Intrafractional CTV volume changes were negligible, with an average variation of only 0.27 cm3. Although minor fluctuations were observed in individual fractions, consistently high DSC values indicate that these variations had minimal impact on spatial overlap. This suggests that volumetric deformation during treatment delivery is limited and unlikely to compromise target coverage.
Collectively, these results demonstrate that frameless VMAT-based lung radiotherapy supported by CBCT verification and SGRT can achieve robust geometric stability throughout treatment delivery. The greater variability observed along the longitudinal axis underscores the importance of motion management strategies for respiration-affected tumors. Integration of real-time monitoring approaches, such as SGRT-based motion tracking or time-resolved imaging, may further enhance intrafractional control.
Building upon these findings, the observed level of setup accuracy and intrafractional stability may have implications for PTV margin strategies. Margin design should account for both systematic and random uncertainties, particularly respiratory motion in the superior–inferior direction. In this context, the small residual setup errors observed in this study are consistent with margins commonly used in clinical practice.

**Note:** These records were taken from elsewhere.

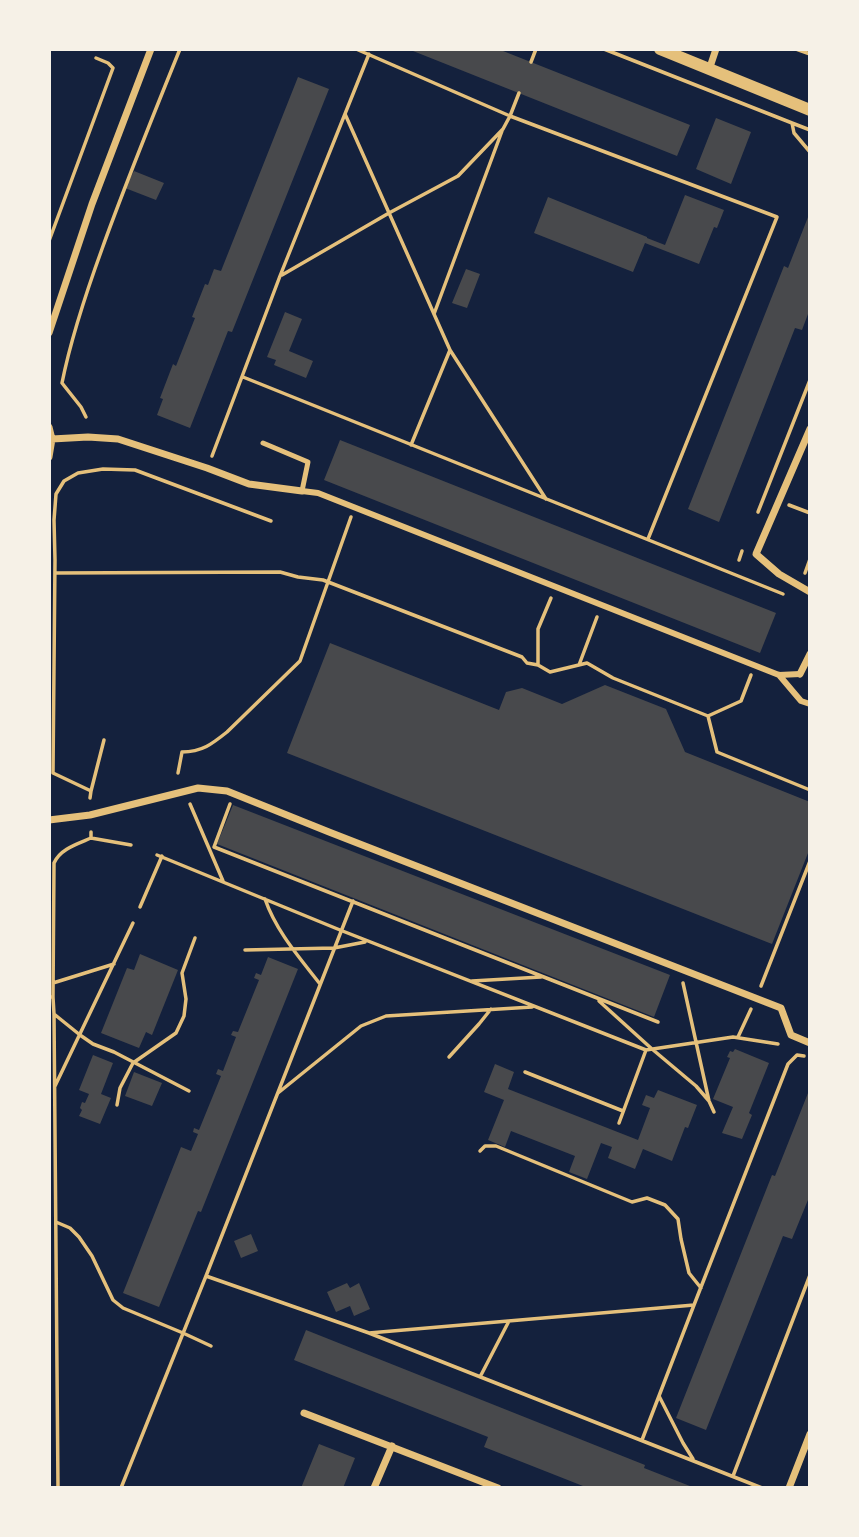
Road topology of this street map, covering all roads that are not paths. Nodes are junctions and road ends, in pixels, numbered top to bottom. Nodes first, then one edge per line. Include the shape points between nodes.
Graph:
1 (151, 49) edge
2 (660, 49) edge
3 (716, 49) edge
4 (709, 70) junction
5 (810, 110) edge
6 (49, 333) edge
7 (49, 427) edge
8 (810, 429) edge
9 (52, 439) junction
10 (263, 443) dead end
11 (49, 457) edge
12 (303, 491) junction
13 (810, 592) edge
14 (810, 654) edge
15 (800, 674) joint
16 (779, 675) junction
17 (810, 704) edge
18 (49, 820) edge
19 (810, 1043) edge
20 (304, 1413) dead end
21 (810, 1434) edge
22 (392, 1446) junction
23 (374, 1488) edge
24 (498, 1488) edge
25 (789, 1488) edge

1 - 6 street
2 - 4 street
3 - 4 street
4 - 5 street
7 - 9 street
8 - 13 street via 757,554
9 - 11 street
9 - 12 street via 118,439 248,484
10 - 12 lane via 308,462
12 - 16 street via 355,507
14 - 15 street
15 - 16 street
16 - 17 street
18 - 19 street via 90,815 198,788 227,791 781,1008 791,1035
20 - 22 street
21 - 25 street
22 - 23 street
22 - 24 street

However, these findings should be interpreted cautiously. Although robust geometric stability was observed, the results do not directly support margin reduction, as this would require a comprehensive evaluation of additional uncertainties, including interfractional variation, organ deformation, and patient-specific motion characteristics. Nevertheless, the high reproducibility observed across treatment techniques suggests that SGRT may support future investigations into margin optimization. Prospective studies incorporating motion modeling and margin calculation frameworks are warranted.
Several limitations should be acknowledged. This was a retrospective single-institution study, which may limit generalizability. Although larger than many previous reports, the cohort size remains insufficient to capture rare or extreme motion patterns. In addition, COM-based analysis assumes rigid motion and may underestimate localized deformation. While additional analyses were incorporated, the study remains primarily exploratory, and more advanced statistical modeling could provide further insight.

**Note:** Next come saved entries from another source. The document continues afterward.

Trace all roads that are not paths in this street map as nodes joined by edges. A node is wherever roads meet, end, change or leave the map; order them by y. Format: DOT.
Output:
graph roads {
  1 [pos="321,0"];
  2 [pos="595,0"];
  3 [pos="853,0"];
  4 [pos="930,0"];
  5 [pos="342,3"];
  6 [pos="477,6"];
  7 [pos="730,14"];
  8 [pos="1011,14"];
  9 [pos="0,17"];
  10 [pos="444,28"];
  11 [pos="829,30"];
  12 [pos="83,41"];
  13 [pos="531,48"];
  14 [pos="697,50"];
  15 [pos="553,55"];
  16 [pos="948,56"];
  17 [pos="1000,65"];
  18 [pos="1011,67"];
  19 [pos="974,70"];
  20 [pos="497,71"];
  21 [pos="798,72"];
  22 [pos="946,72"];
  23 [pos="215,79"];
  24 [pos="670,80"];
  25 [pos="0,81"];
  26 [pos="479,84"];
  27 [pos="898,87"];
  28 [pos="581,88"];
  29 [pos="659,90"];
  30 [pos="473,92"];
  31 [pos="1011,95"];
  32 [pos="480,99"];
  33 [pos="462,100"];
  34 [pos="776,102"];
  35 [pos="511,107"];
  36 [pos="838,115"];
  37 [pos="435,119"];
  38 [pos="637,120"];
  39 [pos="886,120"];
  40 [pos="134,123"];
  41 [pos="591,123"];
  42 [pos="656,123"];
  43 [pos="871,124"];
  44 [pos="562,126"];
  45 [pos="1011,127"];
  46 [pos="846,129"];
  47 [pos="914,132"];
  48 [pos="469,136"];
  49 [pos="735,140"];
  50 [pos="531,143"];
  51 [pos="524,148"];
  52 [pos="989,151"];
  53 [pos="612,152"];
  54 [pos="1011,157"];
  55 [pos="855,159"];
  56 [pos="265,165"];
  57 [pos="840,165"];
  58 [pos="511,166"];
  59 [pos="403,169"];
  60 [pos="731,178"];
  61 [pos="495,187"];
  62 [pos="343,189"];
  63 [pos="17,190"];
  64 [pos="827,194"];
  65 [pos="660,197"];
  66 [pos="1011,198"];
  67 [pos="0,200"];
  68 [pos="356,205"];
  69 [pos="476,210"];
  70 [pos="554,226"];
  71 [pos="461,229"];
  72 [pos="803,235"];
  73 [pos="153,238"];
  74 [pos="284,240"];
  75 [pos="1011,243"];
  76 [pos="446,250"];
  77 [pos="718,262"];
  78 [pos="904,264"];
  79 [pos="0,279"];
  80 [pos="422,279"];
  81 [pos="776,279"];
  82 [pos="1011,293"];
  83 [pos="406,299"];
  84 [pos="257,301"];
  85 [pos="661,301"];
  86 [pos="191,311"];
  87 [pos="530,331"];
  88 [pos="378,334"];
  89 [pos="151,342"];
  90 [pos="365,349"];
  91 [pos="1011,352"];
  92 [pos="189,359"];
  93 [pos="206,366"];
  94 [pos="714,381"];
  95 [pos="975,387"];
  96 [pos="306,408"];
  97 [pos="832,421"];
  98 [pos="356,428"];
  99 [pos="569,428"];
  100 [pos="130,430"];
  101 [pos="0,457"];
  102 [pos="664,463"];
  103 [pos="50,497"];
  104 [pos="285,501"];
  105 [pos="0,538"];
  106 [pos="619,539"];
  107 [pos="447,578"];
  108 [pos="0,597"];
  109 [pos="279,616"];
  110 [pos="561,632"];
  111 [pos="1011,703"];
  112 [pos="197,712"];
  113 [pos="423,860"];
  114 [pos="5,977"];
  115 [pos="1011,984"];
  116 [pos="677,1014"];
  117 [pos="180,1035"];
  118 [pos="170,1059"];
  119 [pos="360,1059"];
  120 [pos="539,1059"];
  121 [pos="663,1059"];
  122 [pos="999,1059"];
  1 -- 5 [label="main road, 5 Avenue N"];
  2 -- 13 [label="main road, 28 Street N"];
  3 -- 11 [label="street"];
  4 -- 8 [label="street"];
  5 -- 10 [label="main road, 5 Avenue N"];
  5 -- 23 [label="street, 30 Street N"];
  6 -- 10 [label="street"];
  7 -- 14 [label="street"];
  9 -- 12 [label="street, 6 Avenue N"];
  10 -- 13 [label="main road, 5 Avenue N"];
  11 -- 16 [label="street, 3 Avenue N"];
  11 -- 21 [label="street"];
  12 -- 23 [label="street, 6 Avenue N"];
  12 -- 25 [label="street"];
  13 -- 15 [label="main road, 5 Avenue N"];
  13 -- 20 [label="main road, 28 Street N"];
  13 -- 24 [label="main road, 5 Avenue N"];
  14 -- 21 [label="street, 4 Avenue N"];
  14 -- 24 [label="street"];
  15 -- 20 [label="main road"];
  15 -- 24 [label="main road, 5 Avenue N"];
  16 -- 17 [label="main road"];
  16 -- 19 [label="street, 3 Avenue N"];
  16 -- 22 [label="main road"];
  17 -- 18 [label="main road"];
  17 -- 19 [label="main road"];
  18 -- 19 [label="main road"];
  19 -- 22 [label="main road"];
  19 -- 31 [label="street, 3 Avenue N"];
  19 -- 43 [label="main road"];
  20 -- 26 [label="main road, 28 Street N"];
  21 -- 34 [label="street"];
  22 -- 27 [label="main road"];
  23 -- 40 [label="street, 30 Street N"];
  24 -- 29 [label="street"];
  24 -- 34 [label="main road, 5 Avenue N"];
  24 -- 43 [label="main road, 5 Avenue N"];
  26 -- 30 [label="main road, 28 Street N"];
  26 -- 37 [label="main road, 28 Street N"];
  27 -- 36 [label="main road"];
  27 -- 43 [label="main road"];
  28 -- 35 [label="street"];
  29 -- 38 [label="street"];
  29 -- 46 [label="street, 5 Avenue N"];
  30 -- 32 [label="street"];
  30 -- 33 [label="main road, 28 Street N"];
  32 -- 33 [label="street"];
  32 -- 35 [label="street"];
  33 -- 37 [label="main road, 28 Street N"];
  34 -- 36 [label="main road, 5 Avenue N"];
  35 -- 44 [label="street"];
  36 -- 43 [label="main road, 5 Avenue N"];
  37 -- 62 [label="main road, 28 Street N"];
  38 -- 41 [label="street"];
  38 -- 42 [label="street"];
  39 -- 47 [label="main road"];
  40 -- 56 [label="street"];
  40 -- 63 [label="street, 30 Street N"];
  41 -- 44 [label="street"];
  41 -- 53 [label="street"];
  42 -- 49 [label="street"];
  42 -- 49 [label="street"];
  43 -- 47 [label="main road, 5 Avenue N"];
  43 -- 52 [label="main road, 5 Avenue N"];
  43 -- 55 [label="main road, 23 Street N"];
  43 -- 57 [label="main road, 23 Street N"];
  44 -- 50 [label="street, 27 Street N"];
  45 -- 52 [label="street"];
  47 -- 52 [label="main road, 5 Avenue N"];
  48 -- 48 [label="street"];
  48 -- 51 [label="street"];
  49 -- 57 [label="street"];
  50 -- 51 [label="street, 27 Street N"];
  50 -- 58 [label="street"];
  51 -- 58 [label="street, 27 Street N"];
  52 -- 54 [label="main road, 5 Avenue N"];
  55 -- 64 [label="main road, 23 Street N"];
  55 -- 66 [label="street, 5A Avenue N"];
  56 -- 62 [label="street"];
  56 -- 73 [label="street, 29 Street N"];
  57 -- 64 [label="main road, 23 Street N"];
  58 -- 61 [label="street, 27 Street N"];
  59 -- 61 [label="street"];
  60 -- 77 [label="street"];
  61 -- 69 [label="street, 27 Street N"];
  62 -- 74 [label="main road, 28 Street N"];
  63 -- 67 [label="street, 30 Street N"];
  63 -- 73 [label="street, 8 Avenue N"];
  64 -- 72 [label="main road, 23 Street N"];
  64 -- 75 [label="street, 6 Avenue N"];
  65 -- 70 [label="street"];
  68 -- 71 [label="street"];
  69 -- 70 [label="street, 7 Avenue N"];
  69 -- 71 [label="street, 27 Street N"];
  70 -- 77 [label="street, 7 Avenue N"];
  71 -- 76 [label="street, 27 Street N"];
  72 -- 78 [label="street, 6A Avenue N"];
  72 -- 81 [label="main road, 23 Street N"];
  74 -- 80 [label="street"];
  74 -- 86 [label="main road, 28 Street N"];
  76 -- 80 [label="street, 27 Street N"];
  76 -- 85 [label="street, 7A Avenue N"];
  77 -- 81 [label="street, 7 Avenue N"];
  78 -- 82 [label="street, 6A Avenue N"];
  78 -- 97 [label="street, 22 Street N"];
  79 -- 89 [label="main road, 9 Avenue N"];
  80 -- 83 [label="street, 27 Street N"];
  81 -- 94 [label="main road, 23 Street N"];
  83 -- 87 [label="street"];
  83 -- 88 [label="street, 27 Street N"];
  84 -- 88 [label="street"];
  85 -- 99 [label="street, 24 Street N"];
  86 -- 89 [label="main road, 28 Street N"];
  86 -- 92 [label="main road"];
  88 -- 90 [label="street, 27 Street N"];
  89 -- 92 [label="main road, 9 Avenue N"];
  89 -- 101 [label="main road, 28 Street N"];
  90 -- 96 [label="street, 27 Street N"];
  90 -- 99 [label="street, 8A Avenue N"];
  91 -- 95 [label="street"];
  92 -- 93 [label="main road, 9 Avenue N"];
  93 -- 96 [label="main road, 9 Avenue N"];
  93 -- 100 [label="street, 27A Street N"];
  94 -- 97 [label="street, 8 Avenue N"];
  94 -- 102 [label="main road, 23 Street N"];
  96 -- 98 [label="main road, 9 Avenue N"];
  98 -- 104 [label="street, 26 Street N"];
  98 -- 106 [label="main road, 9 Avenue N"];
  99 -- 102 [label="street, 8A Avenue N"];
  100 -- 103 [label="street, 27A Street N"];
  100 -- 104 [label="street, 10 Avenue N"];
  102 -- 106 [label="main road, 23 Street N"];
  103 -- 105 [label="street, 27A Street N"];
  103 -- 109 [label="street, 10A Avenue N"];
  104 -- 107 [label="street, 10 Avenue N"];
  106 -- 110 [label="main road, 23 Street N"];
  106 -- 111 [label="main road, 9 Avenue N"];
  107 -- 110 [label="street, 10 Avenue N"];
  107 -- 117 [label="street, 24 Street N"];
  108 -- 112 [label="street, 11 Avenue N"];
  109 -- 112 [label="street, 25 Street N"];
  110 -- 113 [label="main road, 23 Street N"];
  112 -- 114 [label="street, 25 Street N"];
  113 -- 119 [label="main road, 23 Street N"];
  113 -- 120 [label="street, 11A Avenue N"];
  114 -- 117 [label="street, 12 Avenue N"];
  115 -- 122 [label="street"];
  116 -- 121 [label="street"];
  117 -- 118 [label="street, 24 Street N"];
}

Despite these limitations, the high reproducibility of setup and intrafractional stability suggests that SGRT-assisted positioning can support efficient and reliable image-guided workflows. Improved setup consistency may enable optimized CBCT verification strategies while maintaining geometric accuracy. Furthermore, surface-guided positioning eliminates the need for permanent skin markings and may reduce reliance on additional ionizing imaging during patient alignment, thereby improving patient comfort and potentially reducing staff exposure.

5. Conclusions
Thoracic radiotherapy delivered with VMAT under frameless immobilization demonstrated high geometric accuracy when combined with CBCT-guided setup verification and SGRT. Intrafractional CBCT shifts were minimal, and volumetric similarity analysis using the DSC showed strong spatial agreement between planned and intrafractional tumor volumes. Centroid-based positional descriptors (COM) also indicated stable tumor center positions during treatment delivery.
Residual setup errors and intrafractional CTV variations remained within clinically acceptable limits, supporting the adequacy of current PTV margin strategies, including hypofractionated and SABR-like regimens. Although slightly greater variability was observed in the longitudinal direction, overall tumor geometric stability was well maintained, highlighting the importance of appropriate respiratory motion management.